Dataset entries:
┌────────

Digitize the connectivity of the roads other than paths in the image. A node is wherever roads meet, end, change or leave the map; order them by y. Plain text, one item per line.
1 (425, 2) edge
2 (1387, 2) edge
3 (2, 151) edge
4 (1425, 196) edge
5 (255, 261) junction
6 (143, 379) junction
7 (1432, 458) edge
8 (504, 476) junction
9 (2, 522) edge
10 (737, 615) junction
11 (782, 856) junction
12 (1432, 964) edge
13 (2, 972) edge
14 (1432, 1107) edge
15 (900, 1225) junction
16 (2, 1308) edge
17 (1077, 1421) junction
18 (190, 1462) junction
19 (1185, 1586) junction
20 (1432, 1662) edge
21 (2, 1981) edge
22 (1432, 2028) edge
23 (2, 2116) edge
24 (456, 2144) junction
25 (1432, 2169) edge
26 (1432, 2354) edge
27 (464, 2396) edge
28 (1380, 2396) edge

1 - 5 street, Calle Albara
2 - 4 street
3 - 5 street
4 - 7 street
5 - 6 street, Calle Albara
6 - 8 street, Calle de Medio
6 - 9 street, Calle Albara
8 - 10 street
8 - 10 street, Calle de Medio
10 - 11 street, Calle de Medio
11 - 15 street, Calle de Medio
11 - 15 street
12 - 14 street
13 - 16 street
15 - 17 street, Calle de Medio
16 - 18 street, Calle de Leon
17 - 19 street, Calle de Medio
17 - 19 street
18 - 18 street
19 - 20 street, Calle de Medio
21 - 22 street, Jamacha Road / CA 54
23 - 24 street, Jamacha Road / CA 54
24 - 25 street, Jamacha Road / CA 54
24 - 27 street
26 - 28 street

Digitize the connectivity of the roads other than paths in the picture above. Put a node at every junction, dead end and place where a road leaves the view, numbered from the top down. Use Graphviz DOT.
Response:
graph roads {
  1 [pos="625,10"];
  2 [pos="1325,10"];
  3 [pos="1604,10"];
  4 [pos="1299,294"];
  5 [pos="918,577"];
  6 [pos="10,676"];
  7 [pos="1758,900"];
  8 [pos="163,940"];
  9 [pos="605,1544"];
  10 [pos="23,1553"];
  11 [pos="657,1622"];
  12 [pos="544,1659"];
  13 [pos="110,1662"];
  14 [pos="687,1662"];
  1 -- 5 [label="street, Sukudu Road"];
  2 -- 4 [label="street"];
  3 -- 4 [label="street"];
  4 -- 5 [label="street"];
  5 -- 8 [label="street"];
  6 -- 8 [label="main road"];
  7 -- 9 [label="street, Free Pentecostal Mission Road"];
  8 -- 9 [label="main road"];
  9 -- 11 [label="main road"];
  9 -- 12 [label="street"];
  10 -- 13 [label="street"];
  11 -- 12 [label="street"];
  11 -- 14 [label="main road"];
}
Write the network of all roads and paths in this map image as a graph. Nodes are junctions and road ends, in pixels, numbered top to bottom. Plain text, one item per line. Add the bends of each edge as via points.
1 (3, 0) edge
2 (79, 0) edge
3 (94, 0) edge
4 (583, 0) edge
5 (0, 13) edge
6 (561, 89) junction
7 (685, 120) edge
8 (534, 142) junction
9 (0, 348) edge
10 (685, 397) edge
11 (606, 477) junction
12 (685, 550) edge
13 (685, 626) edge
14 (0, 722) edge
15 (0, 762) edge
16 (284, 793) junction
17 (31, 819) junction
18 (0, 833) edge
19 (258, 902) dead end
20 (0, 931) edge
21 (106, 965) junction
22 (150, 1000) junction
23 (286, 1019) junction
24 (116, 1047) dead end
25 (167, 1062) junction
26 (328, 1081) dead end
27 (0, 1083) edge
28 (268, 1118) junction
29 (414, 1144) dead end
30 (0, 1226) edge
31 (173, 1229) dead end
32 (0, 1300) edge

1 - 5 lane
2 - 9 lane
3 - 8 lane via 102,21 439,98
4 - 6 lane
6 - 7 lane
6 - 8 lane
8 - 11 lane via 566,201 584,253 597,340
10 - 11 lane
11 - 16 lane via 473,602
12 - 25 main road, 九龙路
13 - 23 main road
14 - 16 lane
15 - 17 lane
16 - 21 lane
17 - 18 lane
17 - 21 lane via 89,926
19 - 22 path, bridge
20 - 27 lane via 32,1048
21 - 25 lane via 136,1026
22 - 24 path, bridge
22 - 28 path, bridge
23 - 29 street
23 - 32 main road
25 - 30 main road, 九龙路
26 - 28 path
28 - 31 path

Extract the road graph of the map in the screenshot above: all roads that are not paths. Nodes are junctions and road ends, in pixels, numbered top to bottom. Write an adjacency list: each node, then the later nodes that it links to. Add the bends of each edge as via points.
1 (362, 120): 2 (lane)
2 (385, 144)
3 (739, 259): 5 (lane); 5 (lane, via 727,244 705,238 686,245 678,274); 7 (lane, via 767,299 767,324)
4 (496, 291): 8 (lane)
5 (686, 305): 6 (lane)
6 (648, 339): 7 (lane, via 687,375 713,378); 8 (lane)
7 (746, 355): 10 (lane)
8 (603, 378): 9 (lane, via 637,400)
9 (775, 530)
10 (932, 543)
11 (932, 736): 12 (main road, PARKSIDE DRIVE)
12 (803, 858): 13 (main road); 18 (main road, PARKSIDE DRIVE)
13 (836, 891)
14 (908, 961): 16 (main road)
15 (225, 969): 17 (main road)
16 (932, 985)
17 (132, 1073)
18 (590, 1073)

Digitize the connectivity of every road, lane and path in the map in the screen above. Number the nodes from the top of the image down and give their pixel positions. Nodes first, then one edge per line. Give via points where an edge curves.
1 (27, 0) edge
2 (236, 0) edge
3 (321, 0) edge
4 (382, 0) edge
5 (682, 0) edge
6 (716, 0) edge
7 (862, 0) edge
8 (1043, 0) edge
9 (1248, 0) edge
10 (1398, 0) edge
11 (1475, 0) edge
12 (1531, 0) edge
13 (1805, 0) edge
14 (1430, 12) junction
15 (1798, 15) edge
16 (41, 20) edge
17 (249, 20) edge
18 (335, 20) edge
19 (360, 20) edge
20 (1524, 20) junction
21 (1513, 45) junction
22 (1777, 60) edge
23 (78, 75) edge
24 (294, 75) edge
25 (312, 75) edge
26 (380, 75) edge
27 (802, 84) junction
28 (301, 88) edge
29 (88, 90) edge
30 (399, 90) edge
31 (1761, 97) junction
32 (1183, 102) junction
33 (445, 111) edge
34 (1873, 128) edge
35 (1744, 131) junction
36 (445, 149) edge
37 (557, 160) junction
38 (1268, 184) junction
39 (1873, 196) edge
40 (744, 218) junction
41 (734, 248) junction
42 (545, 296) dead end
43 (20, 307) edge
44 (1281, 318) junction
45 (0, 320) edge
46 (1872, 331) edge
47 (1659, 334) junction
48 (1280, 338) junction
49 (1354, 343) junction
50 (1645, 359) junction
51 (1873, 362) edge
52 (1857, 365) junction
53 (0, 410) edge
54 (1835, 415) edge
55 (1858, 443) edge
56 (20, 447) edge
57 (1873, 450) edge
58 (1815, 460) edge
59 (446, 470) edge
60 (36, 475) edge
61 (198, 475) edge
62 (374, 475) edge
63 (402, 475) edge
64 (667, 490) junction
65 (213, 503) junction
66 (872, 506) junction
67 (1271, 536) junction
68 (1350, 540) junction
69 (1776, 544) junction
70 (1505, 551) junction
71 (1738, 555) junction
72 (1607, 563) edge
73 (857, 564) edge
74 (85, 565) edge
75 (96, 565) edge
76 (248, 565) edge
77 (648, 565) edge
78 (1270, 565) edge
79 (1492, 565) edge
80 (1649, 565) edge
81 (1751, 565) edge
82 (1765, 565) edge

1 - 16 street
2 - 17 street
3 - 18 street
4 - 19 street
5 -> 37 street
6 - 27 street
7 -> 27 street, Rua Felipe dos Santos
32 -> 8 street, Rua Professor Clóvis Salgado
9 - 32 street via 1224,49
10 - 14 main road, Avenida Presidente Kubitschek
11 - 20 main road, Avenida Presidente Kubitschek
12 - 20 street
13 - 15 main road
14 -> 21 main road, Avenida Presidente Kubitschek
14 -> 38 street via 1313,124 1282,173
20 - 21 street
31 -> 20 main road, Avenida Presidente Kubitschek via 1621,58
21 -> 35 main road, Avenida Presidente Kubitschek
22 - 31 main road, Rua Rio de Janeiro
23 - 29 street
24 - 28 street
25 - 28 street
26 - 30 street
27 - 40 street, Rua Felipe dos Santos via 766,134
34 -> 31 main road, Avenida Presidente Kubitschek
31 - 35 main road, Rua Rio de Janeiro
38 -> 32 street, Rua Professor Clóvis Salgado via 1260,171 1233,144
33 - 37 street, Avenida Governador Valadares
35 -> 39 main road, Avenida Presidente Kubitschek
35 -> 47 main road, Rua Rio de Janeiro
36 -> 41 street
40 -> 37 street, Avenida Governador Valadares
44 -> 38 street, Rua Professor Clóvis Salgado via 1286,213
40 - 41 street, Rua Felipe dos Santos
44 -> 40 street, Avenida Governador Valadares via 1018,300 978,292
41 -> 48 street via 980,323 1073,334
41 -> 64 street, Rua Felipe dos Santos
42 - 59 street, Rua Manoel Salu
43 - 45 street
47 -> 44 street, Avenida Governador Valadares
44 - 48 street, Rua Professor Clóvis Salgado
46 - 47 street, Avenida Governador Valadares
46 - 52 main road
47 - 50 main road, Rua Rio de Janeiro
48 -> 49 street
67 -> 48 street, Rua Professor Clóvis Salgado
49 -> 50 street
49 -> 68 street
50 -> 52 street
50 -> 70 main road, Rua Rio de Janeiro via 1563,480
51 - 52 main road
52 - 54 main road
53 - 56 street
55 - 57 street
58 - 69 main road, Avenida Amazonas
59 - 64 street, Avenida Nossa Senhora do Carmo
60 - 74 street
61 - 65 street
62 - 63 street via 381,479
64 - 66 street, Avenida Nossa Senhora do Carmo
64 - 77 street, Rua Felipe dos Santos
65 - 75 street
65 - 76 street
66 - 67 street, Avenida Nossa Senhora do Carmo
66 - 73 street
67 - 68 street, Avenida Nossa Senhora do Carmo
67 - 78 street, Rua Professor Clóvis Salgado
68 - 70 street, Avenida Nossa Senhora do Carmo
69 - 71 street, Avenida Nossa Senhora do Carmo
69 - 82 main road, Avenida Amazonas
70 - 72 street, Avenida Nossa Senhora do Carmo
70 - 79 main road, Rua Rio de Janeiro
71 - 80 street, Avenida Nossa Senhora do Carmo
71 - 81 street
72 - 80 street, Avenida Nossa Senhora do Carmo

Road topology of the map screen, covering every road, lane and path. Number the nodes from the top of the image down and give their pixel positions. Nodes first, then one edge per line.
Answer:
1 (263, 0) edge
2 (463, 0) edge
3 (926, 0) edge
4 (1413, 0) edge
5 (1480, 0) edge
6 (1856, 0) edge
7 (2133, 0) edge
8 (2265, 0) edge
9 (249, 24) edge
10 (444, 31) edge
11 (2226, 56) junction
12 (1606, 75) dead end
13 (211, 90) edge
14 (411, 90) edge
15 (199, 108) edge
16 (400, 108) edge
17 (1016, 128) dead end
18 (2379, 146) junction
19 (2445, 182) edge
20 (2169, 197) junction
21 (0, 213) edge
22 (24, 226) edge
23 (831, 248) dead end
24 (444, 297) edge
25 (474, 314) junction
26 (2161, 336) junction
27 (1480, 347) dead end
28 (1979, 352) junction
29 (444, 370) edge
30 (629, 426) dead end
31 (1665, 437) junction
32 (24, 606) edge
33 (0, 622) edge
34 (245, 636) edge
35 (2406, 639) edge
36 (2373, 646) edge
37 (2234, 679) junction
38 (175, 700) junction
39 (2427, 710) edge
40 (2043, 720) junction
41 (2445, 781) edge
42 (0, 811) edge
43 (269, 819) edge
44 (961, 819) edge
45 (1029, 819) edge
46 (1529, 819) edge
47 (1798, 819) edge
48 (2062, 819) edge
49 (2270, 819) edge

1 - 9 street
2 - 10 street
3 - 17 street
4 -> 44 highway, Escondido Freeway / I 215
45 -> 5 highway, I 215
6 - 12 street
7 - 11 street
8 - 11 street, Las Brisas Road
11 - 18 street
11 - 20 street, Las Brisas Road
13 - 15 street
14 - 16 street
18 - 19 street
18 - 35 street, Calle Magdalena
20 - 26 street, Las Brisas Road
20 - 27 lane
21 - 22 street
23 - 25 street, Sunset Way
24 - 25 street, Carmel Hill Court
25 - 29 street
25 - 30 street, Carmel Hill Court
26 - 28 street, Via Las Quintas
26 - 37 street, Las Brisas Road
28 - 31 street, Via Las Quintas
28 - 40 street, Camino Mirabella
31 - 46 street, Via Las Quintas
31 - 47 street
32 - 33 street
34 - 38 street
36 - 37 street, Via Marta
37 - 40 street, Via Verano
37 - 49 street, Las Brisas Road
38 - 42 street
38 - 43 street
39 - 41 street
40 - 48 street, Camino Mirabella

└────────

- **PROBLEM**
Please report the number of lines in the data that include "Professor", with no other words.

- **ANSWER**
6